Re: Algorithm Analysis Course: Should I use Mathematica for projects?

*To*: mathgroup at smc.vnet.net*Subject*: [mg127267] Re: Algorithm Analysis Course: Should I use Mathematica for projects?*From*: "djmpark" <djmpark at comcast.net>*Date*: Thu, 12 Jul 2012 04:58:05 -0400 (EDT)*Delivered-to*: l-mathgroup@mail-archive0.wolfram.com*Delivered-to*: mathgroup-newout@smc.vnet.net*Delivered-to*: mathgroup-newsend@smc.vnet.net*References*: <15963298.38946.1342045629048.JavaMail.root@m06>

I'm not an expert at computer science so others may have something better to say there. But I think your "Pros" argument is correct. Mathematica is broad enough and deep enough that it is worthwhile getting good at it and it takes time. Are you aware of the book "Computer Science with Mathematica" by Roman E. Maeder. It was published in 2000 for Version 4, but is still probably plenty useful. David Park djmpark at comcast.net http://home.comcast.net/~djmpark/index.html From: Brentt [mailto:brenttnewman at gmail.com] Hi, I'm an undergrad math major, and taking a cross disciplinary Algorithm Analysis course in the fall.

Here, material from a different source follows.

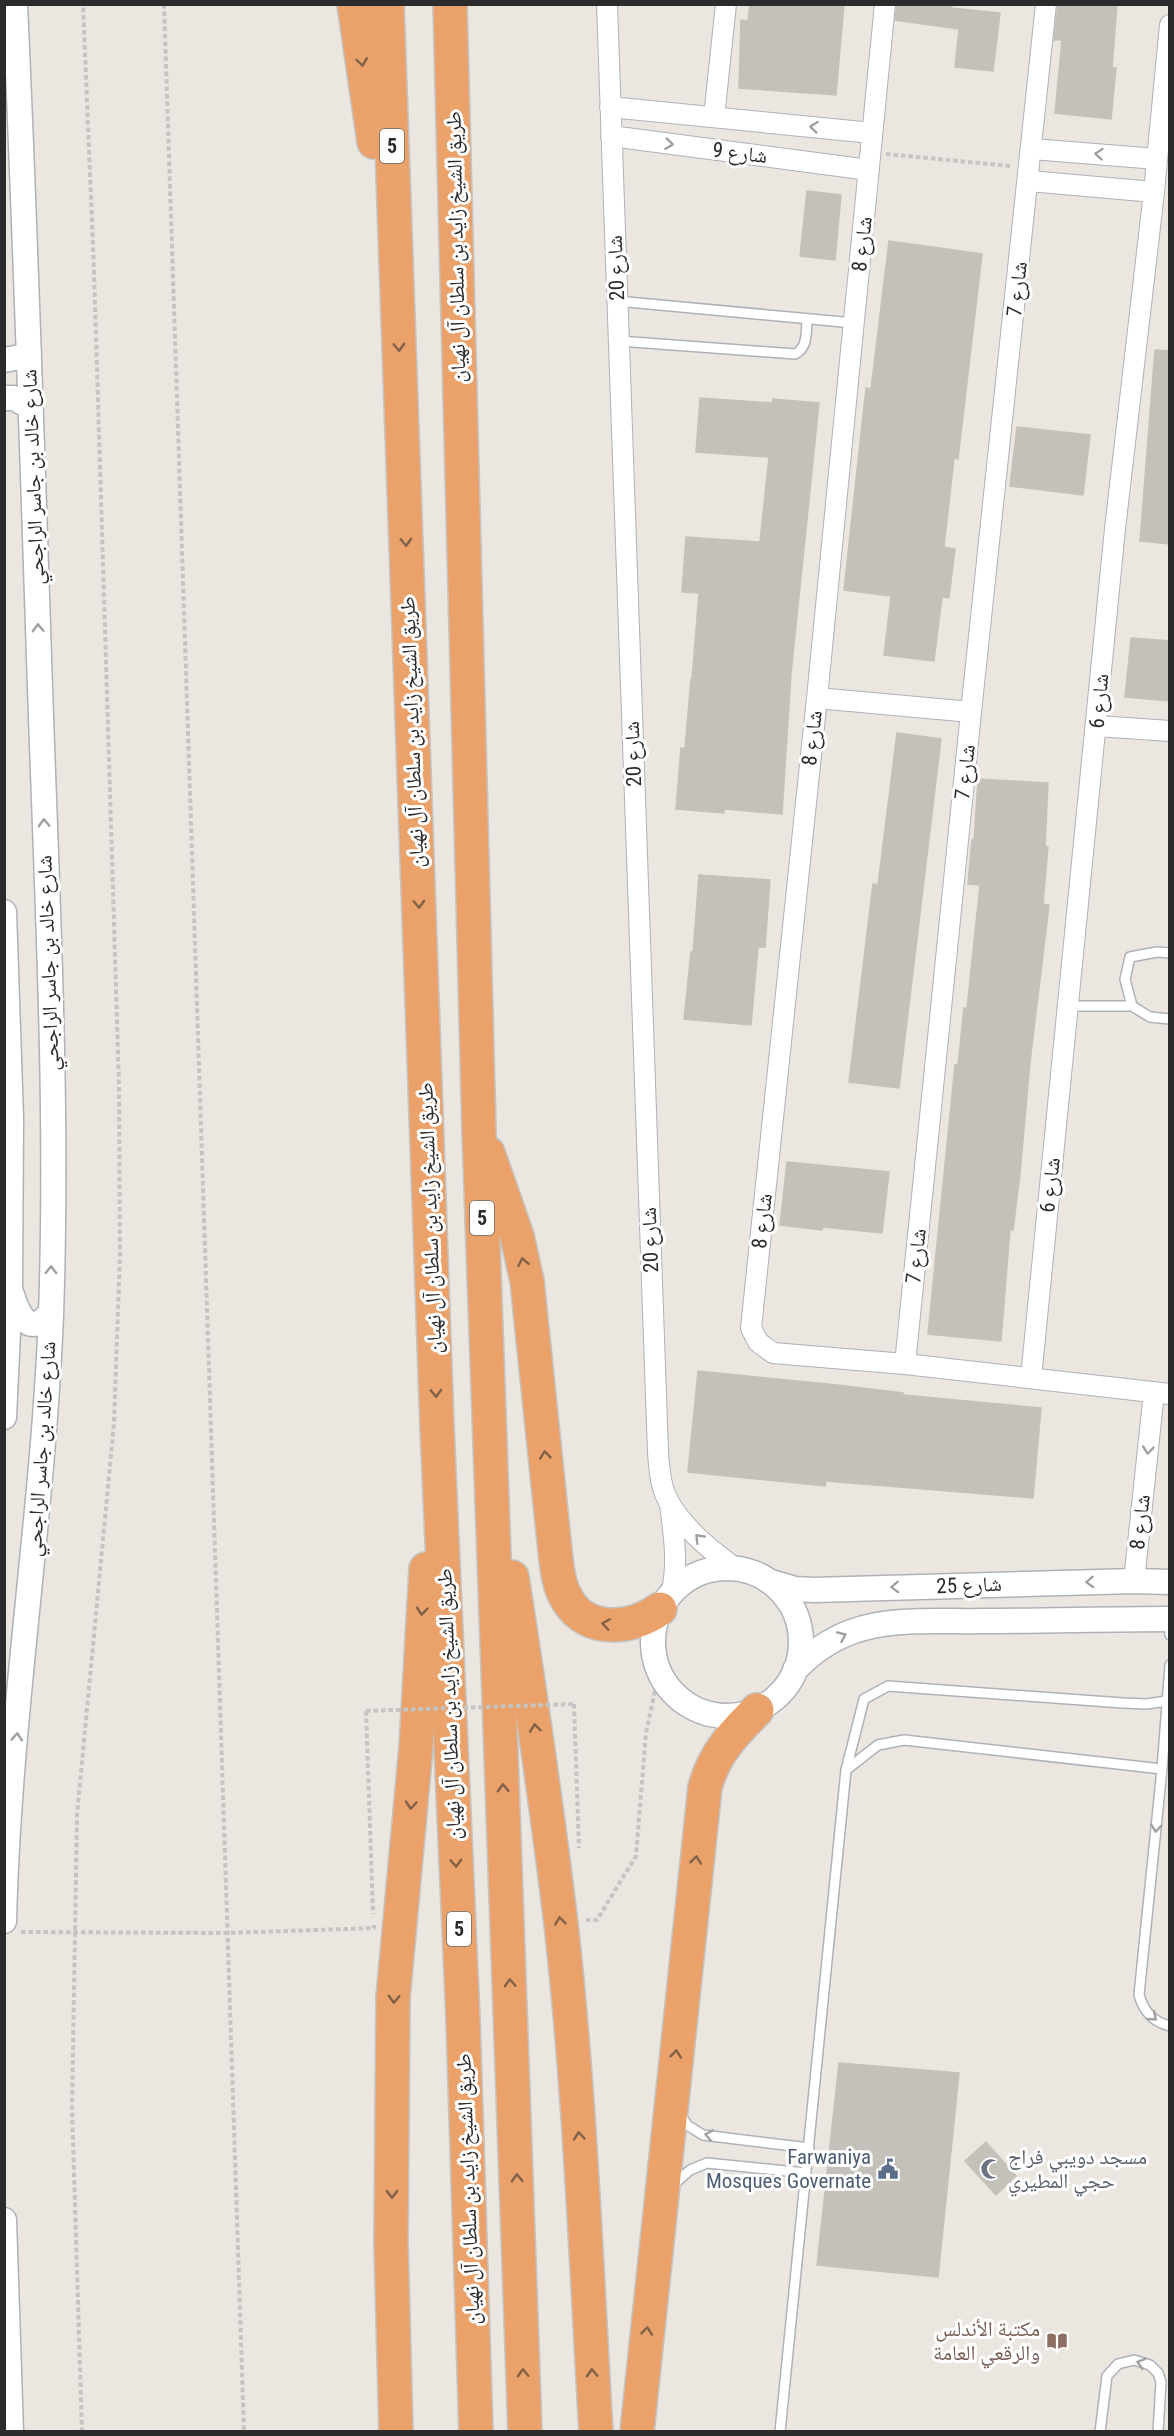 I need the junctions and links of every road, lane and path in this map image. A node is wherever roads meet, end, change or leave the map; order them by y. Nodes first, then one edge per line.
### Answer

I talked to the professor and he said we can use whichever language we like and Mathematica would be fine if it had a way to evaluate run-time. Two questions: I think the required capabilities are those found in the documentation under "Time Measurement & Optimization". Would this be correct? And would those functions be adequate for an algorithm analysis course? I know this list would be a little biased but: should I use Mathematica? Cons: I absolutely adore Mathematica and never find myself wanting to program in anything else (I've toyed with Python and other languages, but Mathematica inspires me to play with programming like other languages have not), and thought committing to Python for the class might expand my programming skills. Also I'm guessing the course will focus on procedural algorithms which might not be a good fit for Mathematica's functional paradigm. I know Mathematica can be shoehorned in to any paradigm, but maybe it'd be better to use a more procedural language. Pros: I will learn Mathematica with more depth, and there are good reasons to get really good at one thing as opposed to OK at many things. Plus what I learn in Mathematica may just as well translate to other languages anyway so it may not be a big deal which I choose. Input anyone?